Tesla is offering curiously cheap leases on its Model 3, creating in effect a low-cost car that’s available now, according to a longtime car market observer and entrepreneur.
The 2024 Tesla Model 3 rear-wheel-drive version is now available with a $299 per month lease (as of Sunday May 5), not including taxes and fees.
“This is their way of creating a $30,000 car today. This is a way for them to effectively get into the cheaper car market,” Pat Ryan, Founder & CEO of CoPilot, an AI-assisted car shopping app, told me in a phone interview.
Ryan made the following comparison with leased deals on the Honda Civic Sport:
- For instance, the Model 3’s current leasing terms are very similar to those being offered by the Honda Civic Sport – which has a current listing price of $25,500 (compared to $38,990 for the Model 3)

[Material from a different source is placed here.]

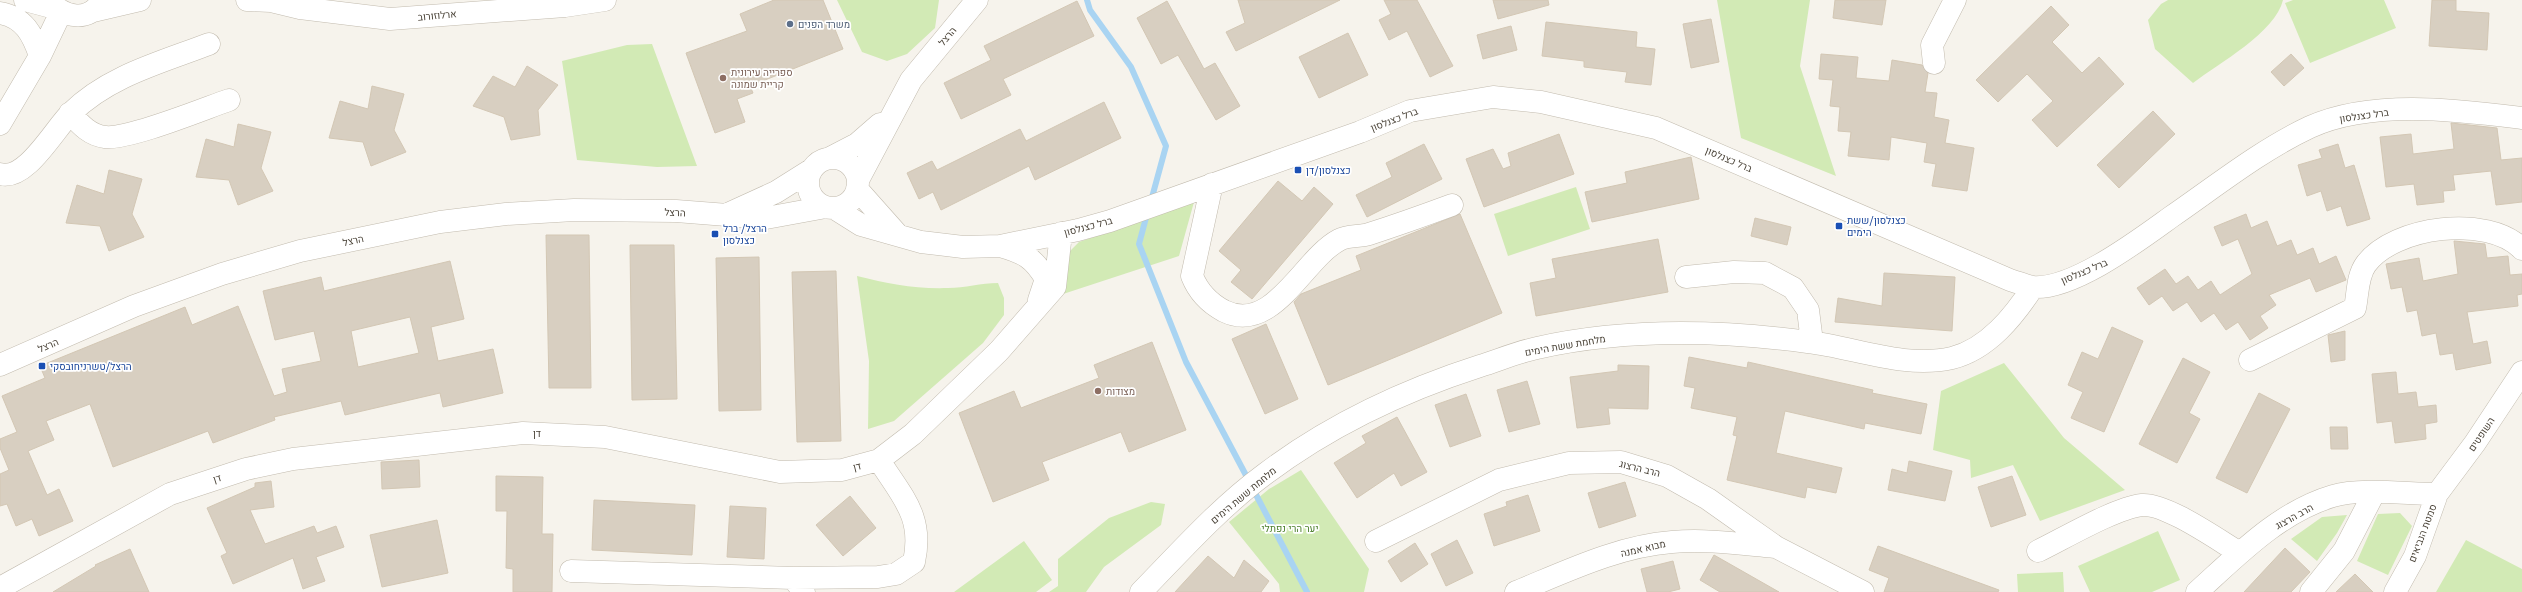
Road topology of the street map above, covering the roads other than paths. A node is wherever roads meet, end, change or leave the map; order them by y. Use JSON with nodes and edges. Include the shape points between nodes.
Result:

- Yet the monthly payments are very similar: $257 for the Civic Sport, compared to $299 for Model 3 and its down payments are exactly the same — $2,999
Model 3 deal too good, doesn’t make sense: Ryan says the lease deal is so good he has some “suspicions” about why Tesla is doing this. “By far, the best deal on the market is the Tesla Model 3. By far. It’s the kind of deal that’s so good it doesn’t make sense,” he said. “This is the first lease I’ve seen in a long time where you can’t buy the car out at the end of lease. [Tesla has] some kind of assumption that this Model 3 will be worth more than it should be at the end of the lease,” he said.
Robotaxi-ready: Tesla may be laying the groundwork for the Robotaxi, which may explain the highly competitive lease deal. “They’re subsidizing this in some way, shape, or form” preparing for Robotaxi, Ryan said. Tesla is saying in effect, “‘we’re going to make our lease deal twice as good as our purchase deal but you have to give us our car back. Which could [suggest] that they want it for the Robotaxi,” he said.
Next-generation affordable Tesla: Tesla’s existing models are getting “long in the tooth,” Ryan says. So, the company needs something new. “It’s clearly a new model,” he said in reference to the Model 2, a moniker given to Tesla’s next-generation affordable car, which CEO Elon Musk said could come as early as late this year. “That’s why it’s so hard,” Ryan said. “If you’re just updating the Model 3 that’s pretty straightforward.” But an entirely new car is much more involved, he said. “It’s an extremely aggressive timeline. If they’re talking about a $25,000 car, their cheapest car right now is a $39,000 purchase,” Ryan said. That’s a lot of efficiency to extract from a new manufacturing process, according to Ryan. Musk described future “new vehicles” that “will use aspects of the next-generation platform as well as aspects of our current platforms,” during the first quarter earnings conference call on April 23.